NEW DELHI: India on Wednesday ordered a pause in testing for antibodies to the coronavirus because of concern over the accuracy, health officials said, complicating the fight against the epidemic as its tally of cases nears 20,000.

India trails many countries in conducting the standard swab tests to determine the presence of the novel coronavirus because of limited testing equipment and protective gear for medical workers.

Early this month, health authorities approved blood tests for coronavirus antibodies as a faster way to bolster the screening effort and they ordered more than a half billion testing kits from China.

But the chief of epidemiology at the Indian Council of Medical Research, Dr RR Gangakhedkar, said he had asked health authorities to temporarily stop the tests for antibodies because of conflicting results.

"This is a first-generation test developed in just three-and-a-half months and needs refinement, the variations cannot be ignored," he said.

Federal health experts have been sent to help authorities in states to validate the equipment.

"We have advised the states not to use them for the next two days until we come out with an advisory,” he said.

The antibody tests do not always pick up early-stage infections but show whether a person had the virus in the past, even if the person had no symptoms of COVID-19, the disease caused by the novel coronavirus.
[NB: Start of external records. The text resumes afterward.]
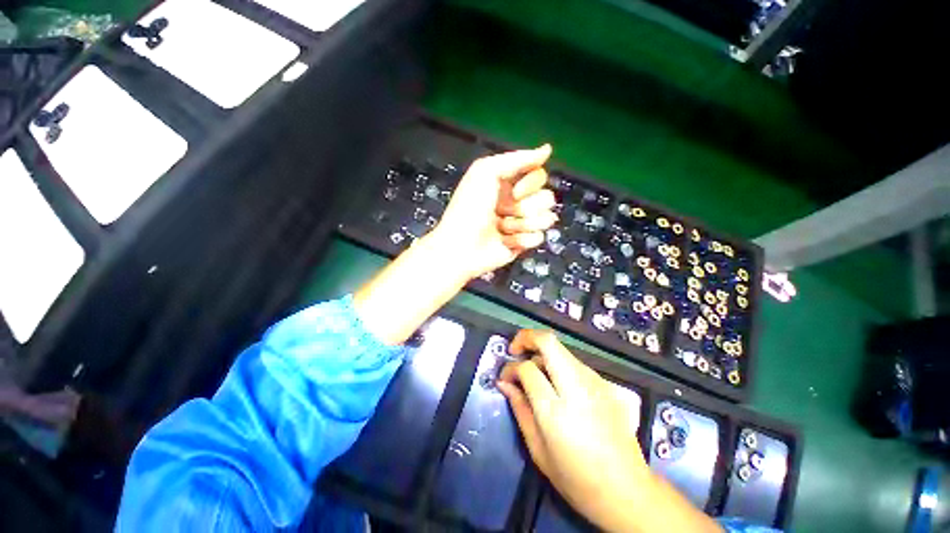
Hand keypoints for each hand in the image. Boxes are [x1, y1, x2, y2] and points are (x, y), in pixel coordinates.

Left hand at [431, 145, 557, 279]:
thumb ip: (517, 159)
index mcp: (507, 183)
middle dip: (528, 206)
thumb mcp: (485, 171)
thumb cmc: (469, 208)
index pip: (539, 175)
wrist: (461, 246)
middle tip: (505, 212)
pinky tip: (506, 241)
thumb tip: (547, 149)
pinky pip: (539, 237)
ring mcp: (520, 223)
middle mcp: (516, 202)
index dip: (532, 183)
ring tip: (503, 228)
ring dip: (523, 223)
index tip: (515, 192)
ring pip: (546, 218)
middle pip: (546, 197)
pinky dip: (522, 239)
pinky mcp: (522, 243)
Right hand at [497, 330, 646, 528]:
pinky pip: (573, 362)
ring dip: (541, 352)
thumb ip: (519, 409)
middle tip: (515, 351)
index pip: (527, 368)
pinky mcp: (604, 383)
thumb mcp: (538, 450)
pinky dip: (557, 364)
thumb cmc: (576, 479)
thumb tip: (504, 383)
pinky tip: (556, 385)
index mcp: (556, 410)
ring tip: (534, 372)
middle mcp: (576, 387)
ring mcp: (594, 381)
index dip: (511, 367)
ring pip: (561, 349)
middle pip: (548, 341)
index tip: (505, 377)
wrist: (627, 490)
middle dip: (526, 338)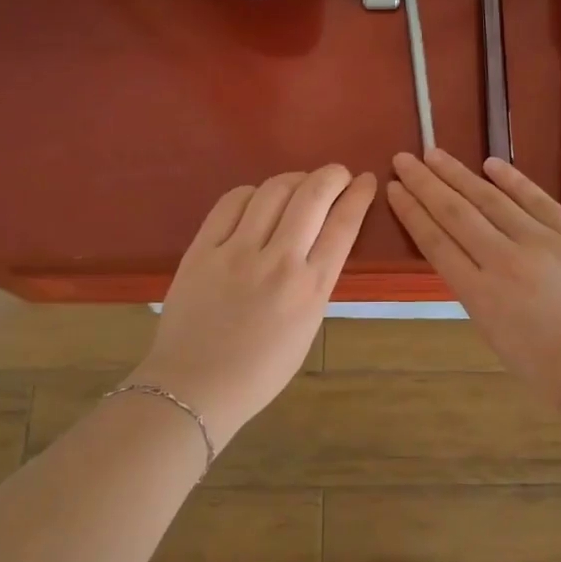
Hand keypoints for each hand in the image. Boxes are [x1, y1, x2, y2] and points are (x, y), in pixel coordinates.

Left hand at [130, 166, 375, 443]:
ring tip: (300, 183)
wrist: (194, 387)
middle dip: (332, 175)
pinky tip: (258, 198)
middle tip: (337, 174)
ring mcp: (237, 251)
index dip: (359, 195)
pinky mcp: (202, 249)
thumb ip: (316, 282)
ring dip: (295, 178)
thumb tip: (319, 242)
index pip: (343, 225)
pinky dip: (252, 192)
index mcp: (310, 289)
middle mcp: (279, 262)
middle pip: (312, 196)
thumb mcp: (307, 328)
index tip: (365, 180)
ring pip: (273, 190)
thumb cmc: (259, 371)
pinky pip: (231, 202)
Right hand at [386, 150, 560, 397]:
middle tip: (404, 158)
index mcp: (479, 294)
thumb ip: (475, 289)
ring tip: (435, 154)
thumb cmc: (546, 366)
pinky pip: (538, 200)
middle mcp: (504, 262)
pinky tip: (489, 164)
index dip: (412, 212)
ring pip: (491, 200)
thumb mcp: (493, 332)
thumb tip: (466, 254)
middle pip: (456, 213)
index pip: (436, 242)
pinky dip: (512, 180)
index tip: (395, 189)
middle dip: (425, 183)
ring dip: (459, 174)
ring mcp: (543, 243)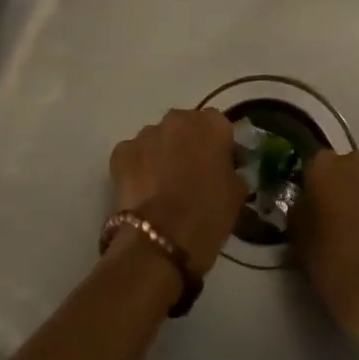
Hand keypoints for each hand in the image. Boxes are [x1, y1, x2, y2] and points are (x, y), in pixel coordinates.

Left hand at [109, 109, 248, 276]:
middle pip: (186, 128)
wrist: (160, 240)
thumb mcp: (237, 193)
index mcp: (211, 124)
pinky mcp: (121, 152)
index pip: (219, 127)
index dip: (219, 148)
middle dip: (188, 146)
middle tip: (192, 177)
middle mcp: (177, 119)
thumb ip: (230, 170)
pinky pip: (135, 155)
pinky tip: (144, 193)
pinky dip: (139, 168)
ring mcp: (146, 134)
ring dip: (162, 155)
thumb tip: (223, 170)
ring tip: (164, 188)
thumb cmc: (207, 215)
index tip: (220, 169)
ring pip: (158, 139)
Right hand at [295, 150, 358, 359]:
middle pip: (349, 167)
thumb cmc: (333, 267)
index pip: (316, 165)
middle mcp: (357, 162)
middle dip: (346, 186)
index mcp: (323, 168)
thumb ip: (300, 208)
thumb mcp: (298, 238)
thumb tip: (308, 201)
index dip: (317, 186)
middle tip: (345, 218)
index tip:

In comparison, the swab test, known as the RT-PCR-technology swab test, determines whether a person has the virus at that moment by looking for it in nose or throat secretions.

The health minister of the western state of Rajasthan said the two tests were in some cases producing conflicting results, raising doubts reliability.

"The kits were used for testing of patients who have already tested positive for coronavirus," the state minister, Raghu Sharma, said.

"But the rapid test kits found them negative, which raised questions about the credibility of these kits."

Both tests are seen as critical in the coronavirus fight, but antibody tests are a relatively cheap, fast means to sort populations into risk groups and measure the spread of the virus.

India has detected 19,983 cases of the coronavirus, after an increase of nearly 1,000 cases in one day, according to the government data.

There have been 640 deaths, still a small number compared with tolls in many other countries but officials say the infections could rise once a nearly six-week lockdown is lifted on May 3.

Big cities of Delhi and Mumbai and their adjoining areas have taken the brunt of the infection, leaving the countryside less affected.